Kadın, İlim ve irfan ile mükellef olması hasebiyle âlim olur, Müftü (fetva
verici) olur, velî olur ve ârif olur. Kadın, erkek gibi iyiliği kendi cinsine ve
icabettiği zaman meşrûiyet dahilinde erkeklere emreder, kötülükten nehyeder.
Fakat bütün bu vazifeler erkeğin olmadığı veya kadından başka bilenin
bulunmadığı zarûretler karşısında caizdir.
Kadın, bulunduğu memlekette
ve meşru şartlar altında hakim olabilir. Fakat sefer müddeti mesafelere ve pek
çok tehlikeli yerlere gitmesi ve yabancı erkeklerle görüşmesi gibi haramlarla
karşılaşacağından, Devlet Reisi olamaz. (Elmeretü b•ynelfıkhı velkanun, 39 vs
izmitli ismail hakkının, El- cevabü<ssedid, 132)
Bu vazifeleri yapan
veya yapacak olan kadının, eli, yüzü ve topuklarından aşağı ayağı hariç her
tarafı örtünmüş olması erkeklerle karışmaması, yabancı bir erkekle bir kadının
yalınız başına bir odada kalmamaları ve yukarıda bahsettiğimiz, aşağıda
bahsedeceğimiz kötü netice meydana getirecek her türlü haram sebeplerden
kaçınması ve gereken her muşrû çarenin bulunması şarttır.
Kadınlarda;
erkekler gibi dinî vazifelerle mükellef olduğu gibi emri bilmaruf ve nehyi
anilmünker (iyiyi tavsiye ve kötülükten men etme) ile mükellef, alim, velî
olabilir fetva verebilecekleri pek çok hakikatlerle sabittir. Kadınlar hem cinsi
olan kadınlara, çocuklarına, yakınlarına ve icap eden zarûretler karşısında
müslüman erkeklere İslâm'ın beyan ettiği edep ve tesettür dahilinde bu
vazifeleri yapabilir:
Kur'an-ı Kerimde meâlen şöyle buyurulmuştur.

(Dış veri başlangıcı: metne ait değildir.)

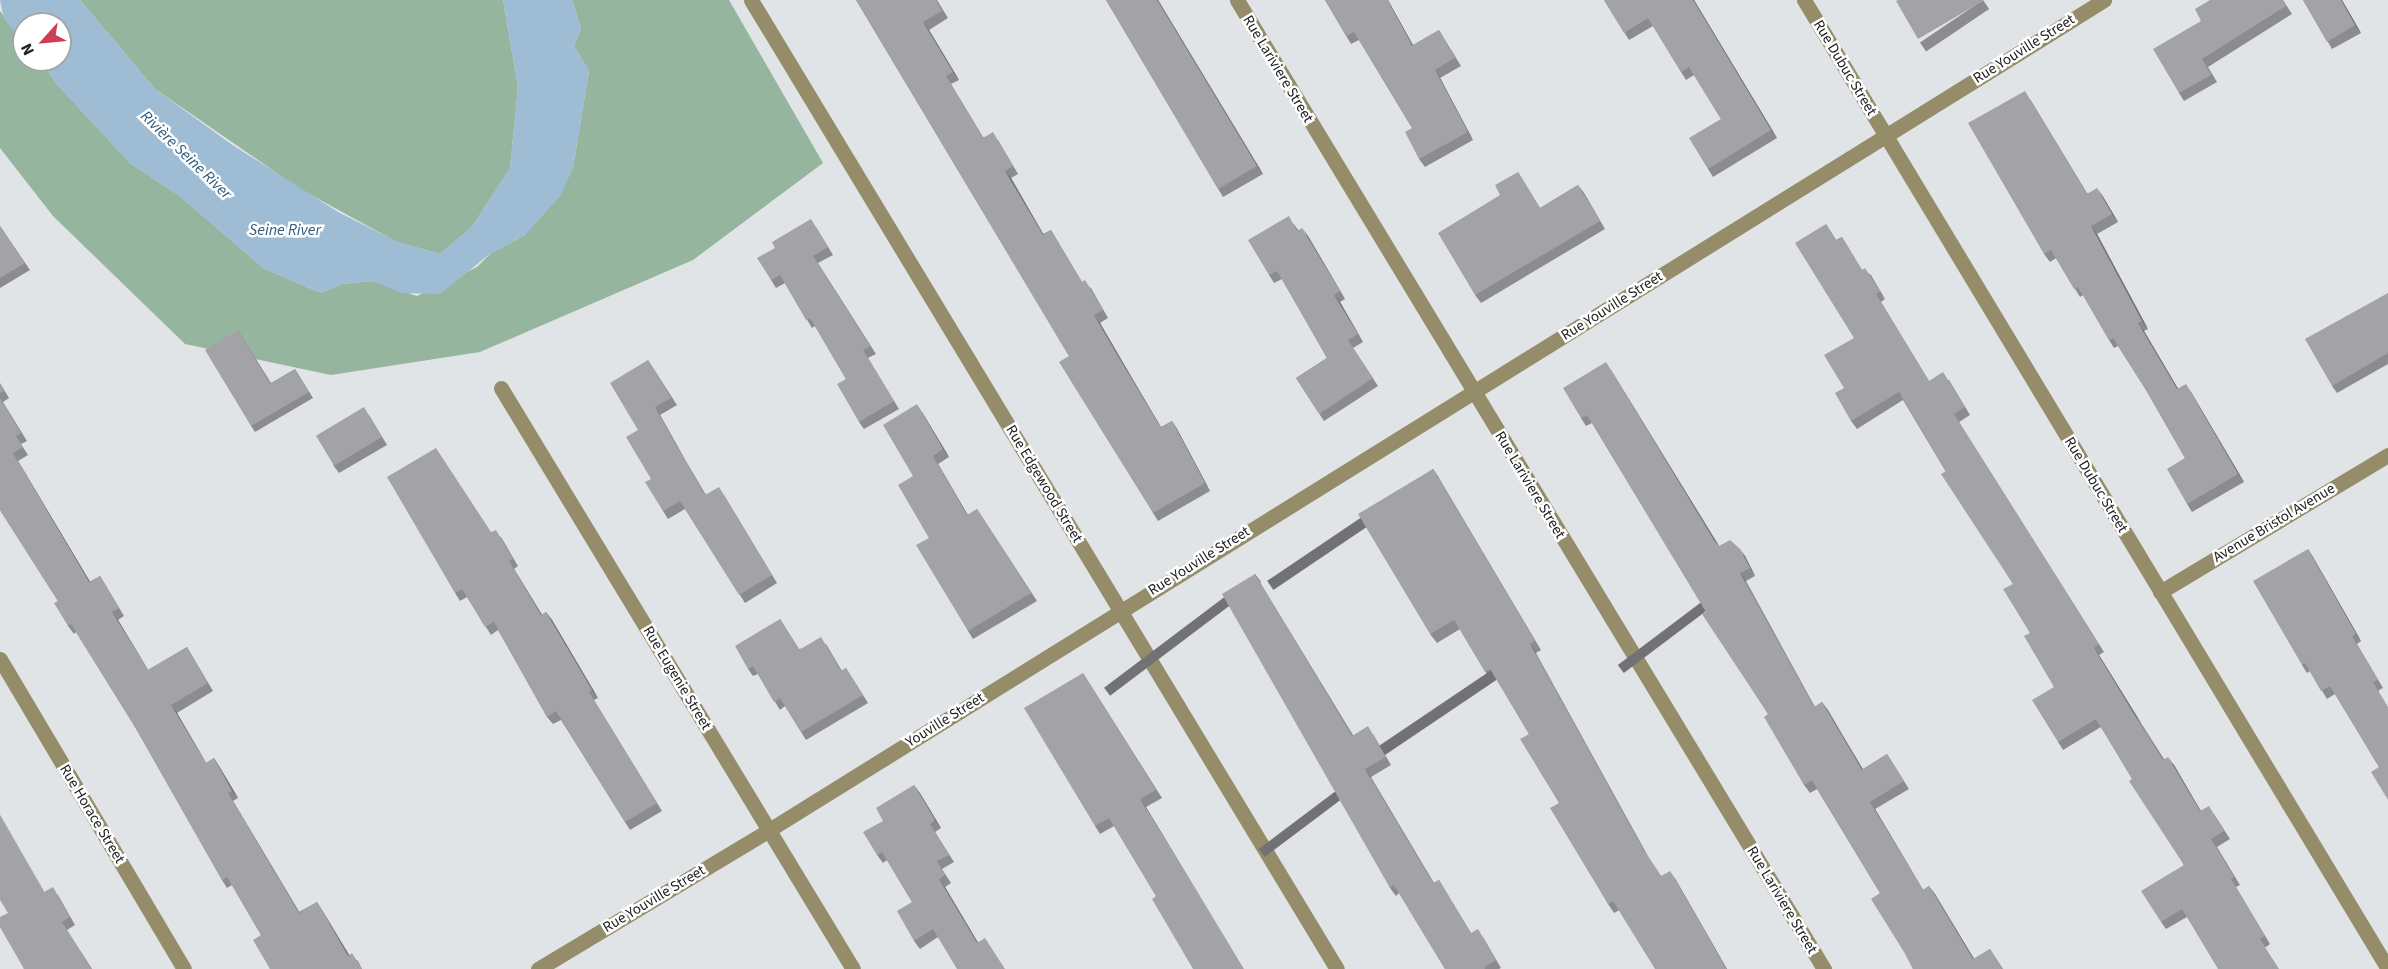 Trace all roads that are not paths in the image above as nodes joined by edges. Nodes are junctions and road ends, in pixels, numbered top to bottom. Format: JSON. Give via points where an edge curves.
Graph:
{"nodes":[{"id":1,"x":751,"y":0,"type":"edge"},
{"id":2,"x":1237,"y":0,"type":"edge"},
{"id":3,"x":1804,"y":0,"type":"edge"},
{"id":4,"x":2104,"y":0,"type":"edge"},
{"id":5,"x":1884,"y":135,"type":"junction"},
{"id":6,"x":501,"y":388,"type":"dead end"},
{"id":7,"x":1473,"y":392,"type":"junction"},
{"id":8,"x":2388,"y":455,"type":"edge"},
{"id":9,"x":2160,"y":592,"type":"junction"},
{"id":10,"x":1120,"y":610,"type":"junction"},
{"id":11,"x":0,"y":659,"type":"edge"},
{"id":12,"x":769,"y":830,"type":"junction"},
{"id":13,"x":184,"y":969,"type":"edge"},
{"id":14,"x":538,"y":969,"type":"edge"},
{"id":15,"x":853,"y":969,"type":"edge"},
{"id":16,"x":1337,"y":969,"type":"edge"},
{"id":17,"x":1824,"y":969,"type":"edge"},
{"id":18,"x":2388,"y":969,"type":"edge"}],
"edges":[{"from":1,"to":10,"type":"street","name":"Rue Edgewood Street"},
{"from":2,"to":7,"type":"street","name":"Rue Lariviere Street"},
{"from":3,"to":5,"type":"street","name":"Rue Dubuc Street"},
{"from":4,"to":5,"type":"street","name":"Rue Youville Street"},
{"from":5,"to":7,"type":"street","name":"Rue Youville Street"},
{"from":5,"to":9,"type":"street","name":"Rue Dubuc Street"},
{"from":6,"to":12,"type":"street","name":"Rue Eugenie Street"},
{"from":7,"to":10,"type":"street","name":"Rue Youville Street"},
{"from":7,"to":17,"type":"street","name":"Rue Lariviere Street"},
{"from":8,"to":9,"type":"street","name":"Avenue Bristol Avenue"},
{"from":9,"to":18,"type":"street","name":"Rue Dubuc Street"},
{"from":10,"to":12,"type":"street","name":"Youville Street"},
{"from":10,"to":16,"type":"street","name":"Rue Edgewood Street"},
{"from":11,"to":13,"type":"street","name":"Rue Horace Street"},
{"from":12,"to":14,"type":"street","name":"Rue Youville Street"},
{"from":12,"to":15,"type":"street","name":"Rue Eugenie Street"}]} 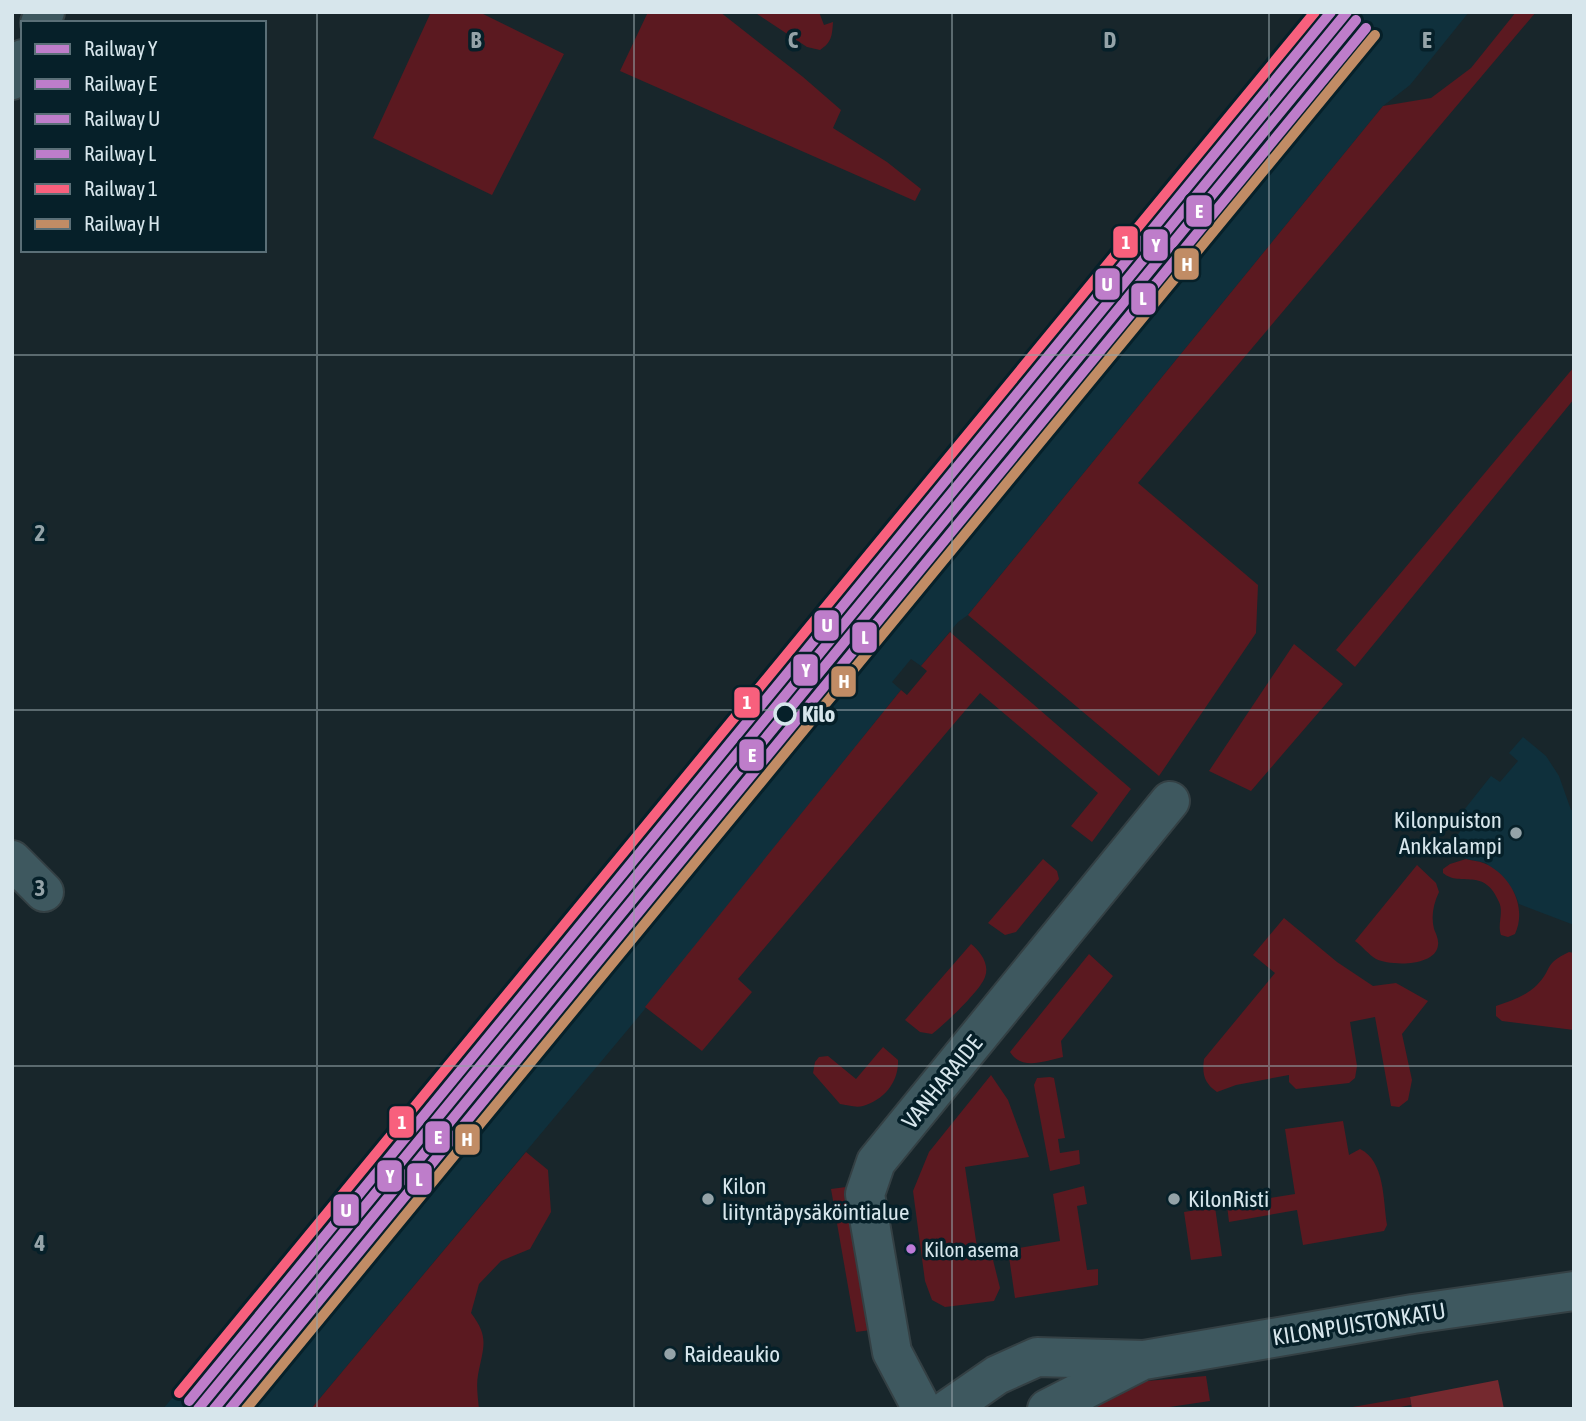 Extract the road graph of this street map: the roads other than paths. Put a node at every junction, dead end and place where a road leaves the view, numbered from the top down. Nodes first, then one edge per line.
1 (21, 62) edge
2 (12, 80) edge
3 (1170, 801) dead end
4 (12, 860) edge
5 (44, 892) dead end
6 (1574, 1291) edge
7 (1144, 1360) junction
8 (922, 1409) edge
9 (948, 1409) edge
10 (1047, 1409) edge

1 - 2 street
3 - 8 street, VANHARAIDE
4 - 5 street
6 - 7 street, KILONPUISTONKATU
7 - 9 street
7 - 10 street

"Mümin erkekler de, mümin kadınlarda birbirinin velileri (dostları ve
yardımcıları) dır. Bunlar (erkek ve kadın müminler, insanlara) iyiliği
emrederler, (Onları) kötülükten vaz geçirmeye çalışırlar, namazı dosdoğru
kılarlar, zekatı verirler, Allah'a (C.C.) ve Resulüne itâat ederler. İşte
bunlar, Allah onları rahmetiyle yargılayacaktır. Çünkü azimdir, hakimdir."
(Tevbe Suresi, 71)
Hz. Aişe (R.A.) validemiz, Râbiatüladeviye hanım ve
emsali kadınlardan fakih ve alim kadınların İslâm'a pek çok hizmetleri
olmuştur.
Buraya kadar saydığımız maddelerden anlaşılmıştır ki,
kadınlarla erkekler arasındaki müsavilik yönlerini şöyle hülasa edebiliriz
:
a) İslâm'da, insanlık şerefi ve kemali bakımından kadınlar erkekler
gibidirler. Zahiren erkekte ki güzel siyret ve varlıklara sahiptirler.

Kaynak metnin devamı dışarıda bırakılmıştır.